▶ _YOUR OBJECTIVE_: Return the lines below in which the string "pixel" occurs.

▶ _MATERIALS PROVIDED_:

▬▬▬▬▬▬

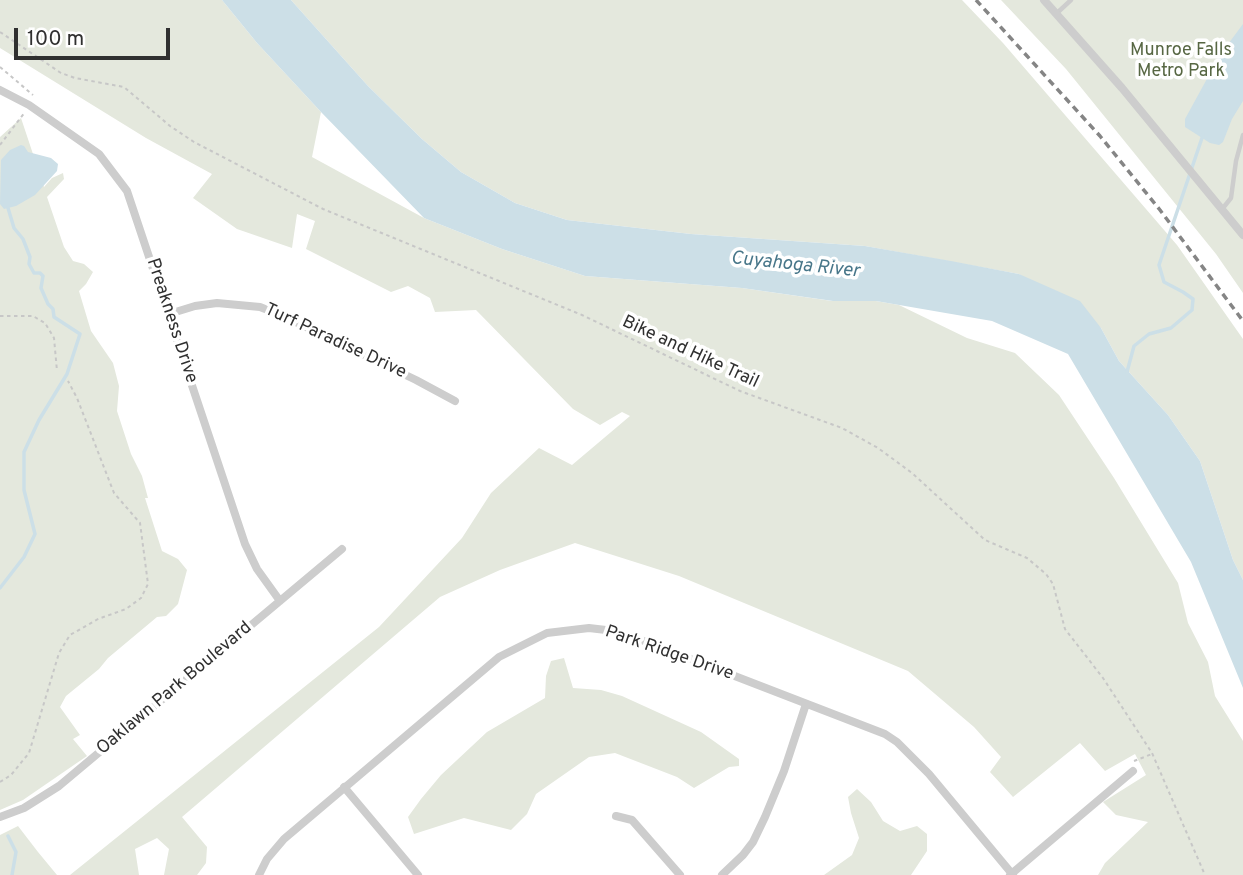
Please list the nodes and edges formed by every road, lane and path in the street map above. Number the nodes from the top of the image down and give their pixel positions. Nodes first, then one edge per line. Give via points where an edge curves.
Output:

▬▬▬▬▬▬

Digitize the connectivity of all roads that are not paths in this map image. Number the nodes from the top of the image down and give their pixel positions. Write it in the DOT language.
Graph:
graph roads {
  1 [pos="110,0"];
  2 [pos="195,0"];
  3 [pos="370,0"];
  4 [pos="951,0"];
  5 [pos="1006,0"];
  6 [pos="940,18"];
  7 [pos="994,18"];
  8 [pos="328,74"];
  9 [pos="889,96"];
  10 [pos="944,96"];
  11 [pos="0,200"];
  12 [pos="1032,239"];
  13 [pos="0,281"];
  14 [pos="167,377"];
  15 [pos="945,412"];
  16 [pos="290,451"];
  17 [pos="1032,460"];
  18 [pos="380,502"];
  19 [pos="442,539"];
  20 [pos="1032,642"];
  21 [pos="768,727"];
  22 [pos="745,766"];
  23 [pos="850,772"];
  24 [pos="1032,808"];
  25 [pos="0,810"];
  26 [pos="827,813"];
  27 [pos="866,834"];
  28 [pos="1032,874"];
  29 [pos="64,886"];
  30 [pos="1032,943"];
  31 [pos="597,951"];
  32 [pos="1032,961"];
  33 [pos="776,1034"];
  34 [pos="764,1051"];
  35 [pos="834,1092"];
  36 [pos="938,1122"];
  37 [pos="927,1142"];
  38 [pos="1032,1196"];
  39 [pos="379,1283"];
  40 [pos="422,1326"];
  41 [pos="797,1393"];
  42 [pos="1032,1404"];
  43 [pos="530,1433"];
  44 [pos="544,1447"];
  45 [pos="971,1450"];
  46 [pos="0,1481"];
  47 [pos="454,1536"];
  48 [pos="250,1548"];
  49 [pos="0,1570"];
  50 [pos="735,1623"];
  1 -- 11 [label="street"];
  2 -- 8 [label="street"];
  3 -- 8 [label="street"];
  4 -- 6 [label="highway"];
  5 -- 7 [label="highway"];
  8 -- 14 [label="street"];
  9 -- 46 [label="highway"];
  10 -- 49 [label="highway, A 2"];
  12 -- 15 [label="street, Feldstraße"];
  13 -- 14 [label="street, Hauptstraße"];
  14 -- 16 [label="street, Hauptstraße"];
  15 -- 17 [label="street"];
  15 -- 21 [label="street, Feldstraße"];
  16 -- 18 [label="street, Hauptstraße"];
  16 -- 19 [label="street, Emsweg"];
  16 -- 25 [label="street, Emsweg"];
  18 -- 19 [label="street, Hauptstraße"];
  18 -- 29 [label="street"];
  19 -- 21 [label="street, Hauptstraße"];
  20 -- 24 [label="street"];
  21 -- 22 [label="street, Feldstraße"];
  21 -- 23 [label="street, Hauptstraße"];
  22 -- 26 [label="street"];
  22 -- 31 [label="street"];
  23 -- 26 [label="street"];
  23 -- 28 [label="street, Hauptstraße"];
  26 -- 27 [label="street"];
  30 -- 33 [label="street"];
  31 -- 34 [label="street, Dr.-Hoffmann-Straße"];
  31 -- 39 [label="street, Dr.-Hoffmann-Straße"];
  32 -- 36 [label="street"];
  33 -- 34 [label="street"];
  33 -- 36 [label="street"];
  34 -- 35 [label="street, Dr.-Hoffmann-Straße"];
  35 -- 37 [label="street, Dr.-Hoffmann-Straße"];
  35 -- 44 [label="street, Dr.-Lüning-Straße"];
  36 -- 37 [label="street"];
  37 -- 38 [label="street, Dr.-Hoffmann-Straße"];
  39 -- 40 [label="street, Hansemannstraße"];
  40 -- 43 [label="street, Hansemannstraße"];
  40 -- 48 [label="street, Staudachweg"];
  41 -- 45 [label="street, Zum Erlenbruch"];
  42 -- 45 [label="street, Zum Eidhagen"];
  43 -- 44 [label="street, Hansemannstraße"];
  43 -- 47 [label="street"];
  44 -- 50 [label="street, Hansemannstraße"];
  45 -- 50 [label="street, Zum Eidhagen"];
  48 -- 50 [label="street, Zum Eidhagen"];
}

▬▬▬▬▬▬

▶ _YOUR SOLUTION_:
Please list the nodes and edges formed by every road, lane and path in the street map above. Number the nodes from the top of the image down and give their pixel positions. Nodes first, then one edge per line. Give via points where an edge curves.
Digitize the connectivity of all roads that are not paths in this map image. Number the nodes from the top of the image down and give their pixel positions. Write it in the DOT language.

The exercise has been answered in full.